Called “What Happened Here,” ZoBell said although the book’s eccentric characters are purely fictional, she did a great amount of research in and outside of the neighborhood she has called home the last 14 years, to flush out the events surrounding them.
Having taught fiction and English at Mesa College since 1984, ZoBell has been writing short stories and novellas for decades, and many of the characters in her new book first debuted in her previous works.
To help promote “What Happened Here,” ZoBell co-produced a short documentary called, “North Park Eclectic,” with Melanie Peters of Melanie Peters Productions.
Peters said she and ZoBell decided to make the film after realizing how North Park’s own strong personality was not only a character in the book itself, but also an impetus for its character development, and that many outside of San Diego may be unfamiliar with the neighborhood.
“We chose people that had different opinions and history with North Park, and also had some experience with the horrible plane crash in 1978,” Peters said. “I have tried to paint a moving picture of what Bonnie’s inspiration was for the collection.
“We were also fortunate enough to be given several previously unreleased photos of the scene on the ground the day of the crash,” she said. “The grainy sepia-tone photos play out like a villain in the short film, but one that ends up uniting a neighborhood.”
The mini-documentary will make its debut this weekend as part of a multi-media author event called “The Red Bird Tour” held at Rebecca’s Coffeehouse in South Park. ZoBell will be on hand to read from “What Happened Here,” and three other local authors will also be present with their new books: James Claffey, Heather Fowler, and Julia Escoria. The other authors’ works are not related to the PSA crash.
Along with some of ZoBell’s neighbors, one of the themes of “North Park Eclectic” is the absence of a memorial where the crash occurred. Though there are two other memorials to the crash — one at the North Park Library a mile away and another at the Air & Space Museum in Balboa Park — Myra Pelowski, a Del Mar resident who lost her brother in the crash, has begun a steady push to install a memorial on a small traffic island at the intersection of Boundary, Felton and Dwight streets. ZoBell said opinions are “vehement” on both sides.

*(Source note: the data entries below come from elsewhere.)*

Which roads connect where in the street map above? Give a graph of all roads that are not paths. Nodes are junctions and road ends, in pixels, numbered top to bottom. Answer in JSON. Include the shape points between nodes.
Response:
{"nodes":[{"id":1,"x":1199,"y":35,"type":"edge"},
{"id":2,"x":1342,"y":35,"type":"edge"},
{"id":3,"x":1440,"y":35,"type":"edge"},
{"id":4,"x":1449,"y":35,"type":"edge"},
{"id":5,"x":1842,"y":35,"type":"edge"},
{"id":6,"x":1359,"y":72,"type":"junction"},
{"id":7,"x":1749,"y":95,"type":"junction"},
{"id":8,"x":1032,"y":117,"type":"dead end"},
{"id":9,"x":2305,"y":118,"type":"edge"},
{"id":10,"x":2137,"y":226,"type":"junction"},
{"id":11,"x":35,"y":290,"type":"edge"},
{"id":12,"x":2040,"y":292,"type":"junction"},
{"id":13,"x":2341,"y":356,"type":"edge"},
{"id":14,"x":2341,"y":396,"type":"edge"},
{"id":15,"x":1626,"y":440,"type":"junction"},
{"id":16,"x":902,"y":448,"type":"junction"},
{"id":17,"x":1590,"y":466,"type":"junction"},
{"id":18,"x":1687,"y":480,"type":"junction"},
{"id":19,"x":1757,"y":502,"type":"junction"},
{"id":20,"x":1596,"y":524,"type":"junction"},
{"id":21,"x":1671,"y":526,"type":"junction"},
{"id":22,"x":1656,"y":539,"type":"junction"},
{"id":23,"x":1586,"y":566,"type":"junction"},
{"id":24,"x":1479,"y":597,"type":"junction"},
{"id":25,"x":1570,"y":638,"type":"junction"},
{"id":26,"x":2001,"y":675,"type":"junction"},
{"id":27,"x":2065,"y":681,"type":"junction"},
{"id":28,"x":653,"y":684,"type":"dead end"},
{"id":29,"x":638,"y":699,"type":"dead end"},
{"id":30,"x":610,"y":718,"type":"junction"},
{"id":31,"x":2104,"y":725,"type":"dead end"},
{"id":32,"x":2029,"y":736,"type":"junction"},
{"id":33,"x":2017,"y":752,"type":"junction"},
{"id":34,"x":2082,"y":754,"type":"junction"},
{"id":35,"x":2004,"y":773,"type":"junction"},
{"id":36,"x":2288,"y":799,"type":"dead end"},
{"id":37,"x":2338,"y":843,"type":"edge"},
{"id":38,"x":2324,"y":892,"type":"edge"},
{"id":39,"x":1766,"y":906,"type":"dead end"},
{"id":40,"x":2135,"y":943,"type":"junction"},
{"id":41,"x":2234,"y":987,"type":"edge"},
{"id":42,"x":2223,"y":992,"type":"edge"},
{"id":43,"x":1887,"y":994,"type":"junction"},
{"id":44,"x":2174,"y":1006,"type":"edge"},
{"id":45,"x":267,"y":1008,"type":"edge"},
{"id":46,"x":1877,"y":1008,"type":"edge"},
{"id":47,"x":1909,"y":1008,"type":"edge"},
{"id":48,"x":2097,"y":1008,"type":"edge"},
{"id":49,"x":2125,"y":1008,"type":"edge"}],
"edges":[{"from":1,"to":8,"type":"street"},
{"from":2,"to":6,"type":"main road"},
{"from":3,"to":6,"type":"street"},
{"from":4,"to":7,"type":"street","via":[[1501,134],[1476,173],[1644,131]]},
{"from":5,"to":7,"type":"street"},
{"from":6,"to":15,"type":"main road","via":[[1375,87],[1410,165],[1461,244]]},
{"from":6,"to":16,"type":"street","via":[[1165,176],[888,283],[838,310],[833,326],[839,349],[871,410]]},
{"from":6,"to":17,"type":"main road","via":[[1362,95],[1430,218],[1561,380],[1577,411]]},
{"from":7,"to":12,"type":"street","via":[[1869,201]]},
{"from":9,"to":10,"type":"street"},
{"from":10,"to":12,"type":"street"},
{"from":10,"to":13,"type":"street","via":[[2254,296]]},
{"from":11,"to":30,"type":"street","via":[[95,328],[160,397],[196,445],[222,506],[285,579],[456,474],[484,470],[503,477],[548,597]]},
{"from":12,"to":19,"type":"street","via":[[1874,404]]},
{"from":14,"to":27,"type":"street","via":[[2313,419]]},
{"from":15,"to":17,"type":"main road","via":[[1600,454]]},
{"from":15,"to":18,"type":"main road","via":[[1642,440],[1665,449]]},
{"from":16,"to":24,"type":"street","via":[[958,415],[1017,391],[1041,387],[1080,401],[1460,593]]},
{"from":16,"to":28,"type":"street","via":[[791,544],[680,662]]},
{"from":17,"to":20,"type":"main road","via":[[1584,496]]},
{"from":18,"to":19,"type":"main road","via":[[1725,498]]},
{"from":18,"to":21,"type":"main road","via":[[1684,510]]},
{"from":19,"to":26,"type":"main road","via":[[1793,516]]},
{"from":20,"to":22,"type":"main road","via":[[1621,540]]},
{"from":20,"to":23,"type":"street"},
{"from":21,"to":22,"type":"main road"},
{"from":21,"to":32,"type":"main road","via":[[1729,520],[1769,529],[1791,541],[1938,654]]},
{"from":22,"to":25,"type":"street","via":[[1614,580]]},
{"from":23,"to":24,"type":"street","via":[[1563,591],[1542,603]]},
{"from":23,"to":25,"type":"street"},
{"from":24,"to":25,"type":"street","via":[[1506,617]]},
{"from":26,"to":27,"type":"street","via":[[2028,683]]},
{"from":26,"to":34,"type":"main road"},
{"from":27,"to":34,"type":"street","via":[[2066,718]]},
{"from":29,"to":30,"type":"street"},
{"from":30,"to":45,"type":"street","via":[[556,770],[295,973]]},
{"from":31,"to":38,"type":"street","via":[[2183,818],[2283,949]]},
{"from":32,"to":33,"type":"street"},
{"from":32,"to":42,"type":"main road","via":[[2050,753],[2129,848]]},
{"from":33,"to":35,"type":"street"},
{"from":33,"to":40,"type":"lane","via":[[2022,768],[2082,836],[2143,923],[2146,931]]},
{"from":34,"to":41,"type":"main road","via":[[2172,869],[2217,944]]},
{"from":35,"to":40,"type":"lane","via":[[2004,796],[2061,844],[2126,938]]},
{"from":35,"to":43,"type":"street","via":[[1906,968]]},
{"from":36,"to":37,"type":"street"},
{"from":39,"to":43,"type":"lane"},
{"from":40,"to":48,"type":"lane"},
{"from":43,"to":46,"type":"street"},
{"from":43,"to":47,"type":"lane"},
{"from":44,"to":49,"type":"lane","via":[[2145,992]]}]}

“I’m very much on Myra’s side,” she said. “A little memorial is not going to change anything and there are people in the neighborhood who think that suddenly all this traffic is going to come by.”
While ZoBell admits she’s been approached by more than a few curious folk over the years, it doesn’t bother her.
“I am an avid gardener and people come by in the summer when I tend to be out there more and not that unoften ask me about where the sight is,” she said. “But there are people who moved in recently who say they would not have bought their houses. There is plenty of room for the memorial. I am one house away and I think it should be there.”
“The Red Bird Tour” with readings from ZoBell, Claffey, Fowler and Escoria and the premiere of “North Park Eclectic,” will take place Saturday, May 10 at 4 p.m. at Rebecca’s Coffeehouse located at 3015 Juniper St. in South Park. For more information, visit bonniezobel.com/media/readings. Find more info about the memorial on its Facebook.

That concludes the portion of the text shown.